In the way Saint John unfolds the Gospel story, by this point Jesus is a prophet with one miracle to his credit and only a handful of followers.  He’s coming off a failed debut in the holy city.  If there was ever an unpromising place to start up a spiritual conversation, Sychar would be it. 

But of course, Jesus engages the woman at the well, asks her for a drink.  And then He probes deeper, speaking of a thirst of the soul, a desire to know God, to experience His love, to obey Him with joy.  We all have this thirst and spend a lifetime looking for ways to slake it.  And God has sent me, Jesus tells her, to bring living water, a fountain gushing up deep inside you that never fails.  “Do you want this living water?” He asks her.  Can you recognize that I am the Messiah, the Christ, the Redeemer promised long before?

And of course, the woman does want the water and she can recognize Him, and she responds to His word with a bold enthusiasm like nothing Jesus had seen before.  Nathanael wants to know Jesus’ qualifications before he will meet with Him.[3]  Nicodemus is just confused.  But this woman of Sychar runs off to tell everyone that she has met the Christ.  She calls all the neighbors to run and meet this man who has revealed everything to her.  And they also want to hear more from Jesus, they beg him to stay for two days.  “We too have come to believe, they say, “and we know that this is, indeed, the Savior of the world.”

The fields are white for harvest, Jesus told the disciples when they returned to find Him speaking to the woman.  God has prepared those who will hear us in advance, and some who will hear us most clearly and respond with the greatest courage are those we would never have expected.  In the Holy City they turned their backs, but here in the “town of the drunkard” faith abounded.  A commentator described it this way: “It seems that our Lord never slept in Jerusalem, but he tarried two nights in Sychar.  Jerusalem excommunicated and outlawed Him, Sychar kept beseeching Him to abide there permanently…The Samaritans prove to us that we may find a great opportunity to sow for Christ among people whose receptiveness we would never suspect.[4]

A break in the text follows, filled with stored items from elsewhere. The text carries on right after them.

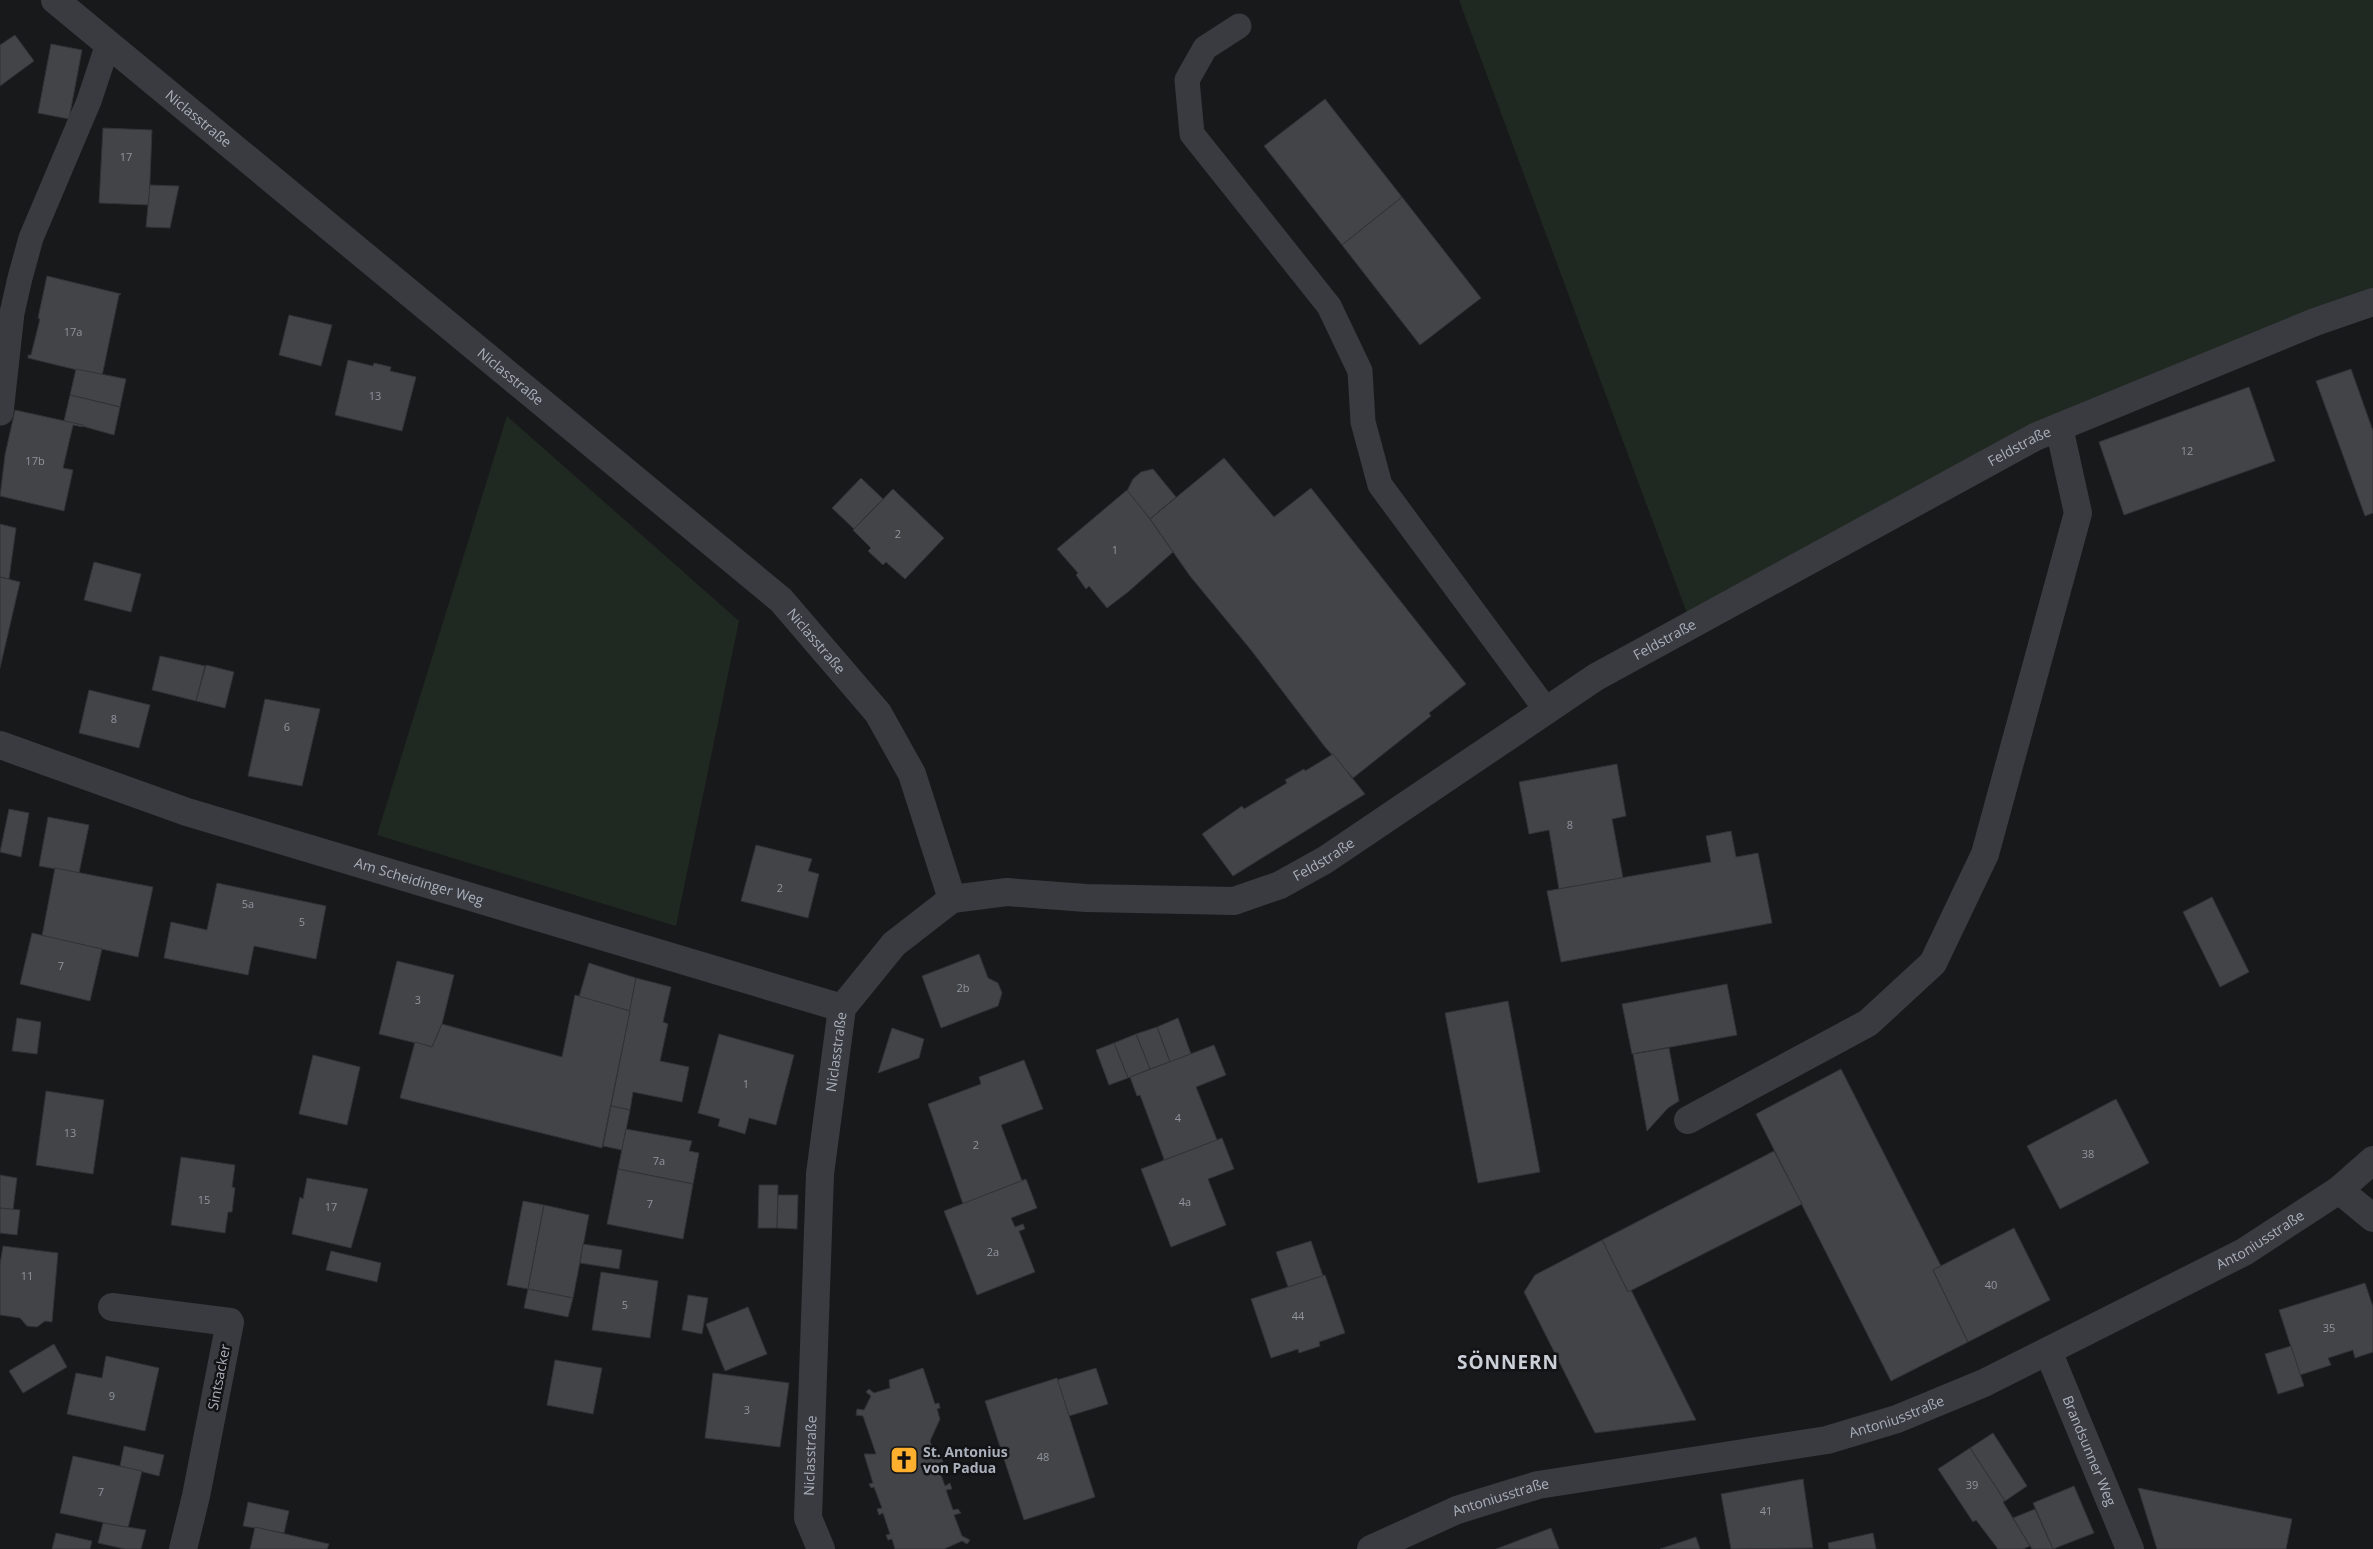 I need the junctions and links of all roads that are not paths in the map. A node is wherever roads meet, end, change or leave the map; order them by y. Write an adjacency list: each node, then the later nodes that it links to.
1 (55, 0): 3 (street, Niclasstraße)
2 (1239, 26): 7 (lane)
3 (108, 44): 5 (lane); 9 (street, Niclasstraße)
4 (2373, 302): 6 (street, Feldstraße)
5 (1, 413)
6 (2059, 427): 7 (street, Feldstraße); 11 (street)
7 (1547, 711): 9 (street, Feldstraße)
8 (0, 744): 10 (street, Am Scheidinger Weg)
9 (952, 899): 10 (street, Niclasstraße)
10 (842, 1008): 18 (street, Niclasstraße)
11 (1688, 1120)
12 (2373, 1160): 13 (street, Antoniusstraße)
13 (2339, 1190): 14 (street); 16 (street, Antoniusstraße)
14 (2373, 1218)
15 (112, 1307): 17 (street, Sintsacker)
16 (2048, 1351): 19 (street, Antoniusstraße); 20 (street, Brandsunner Weg)
17 (183, 1549)
18 (821, 1549)
19 (1371, 1549)
20 (2130, 1549)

Let me tell you about the one family in Frog Hollow I came to know when I lived in Sharpsburg.  Both of them had grown up right in the heart of the community.  One of Helen’s[5] relations had run the local store back in Prohibition days, the one investigated by the police because it sold astounding amounts of sugar.  You wouldn’t believe how many pies these women bake, her grandfather had assured the sheriff, surely not an ounce is for whiskey.  Harvey[6] had been a regular hell raiser back in the day.  He could tell stories about cars that ran like greased lightning and taken his share of bruises.  He’d broken plenty of hearts before his eye fell on Helen, who by some mercy of grace had taken to singing in the choir at Saint Paul’s on a Sunday morning.

The rather imperious priest refused to marry them until after Harvey had been instructed in the faith and baptized.  He’d hardly darkened the door of a church in his youth, had certainly never considered the claims of Christ and the new life He brings.  But Harvey listened to the man, and something in those words took root in his heart.

If you go to Saint Paul’s this morning, I can guarantee you that Harvey and Helen will be in their pew.  They’ve held the congregation together for generations, served in turn in nearly every role.  You couldn’t find people more honest, reliable, or generous.  Harvey has served as a crucifer for as long as anyone can remember, though he doesn’t think himself worthy to handle the chalice.  I’ve hardly seen a man more naturally pious and reverent, gazing with love at the Altar, clasping those rough hands in prayer.  He knows the joy of forgiveness, and a peace unlike what the world can give. 

They still live right in Frog Hollow, almost in shouting distance of the Mad Dog Saloon.  But in their hearts they belong to the Savior of the World, precisely because someone had faith enough “to sow for Christ among people whose receptiveness we would never suspect.”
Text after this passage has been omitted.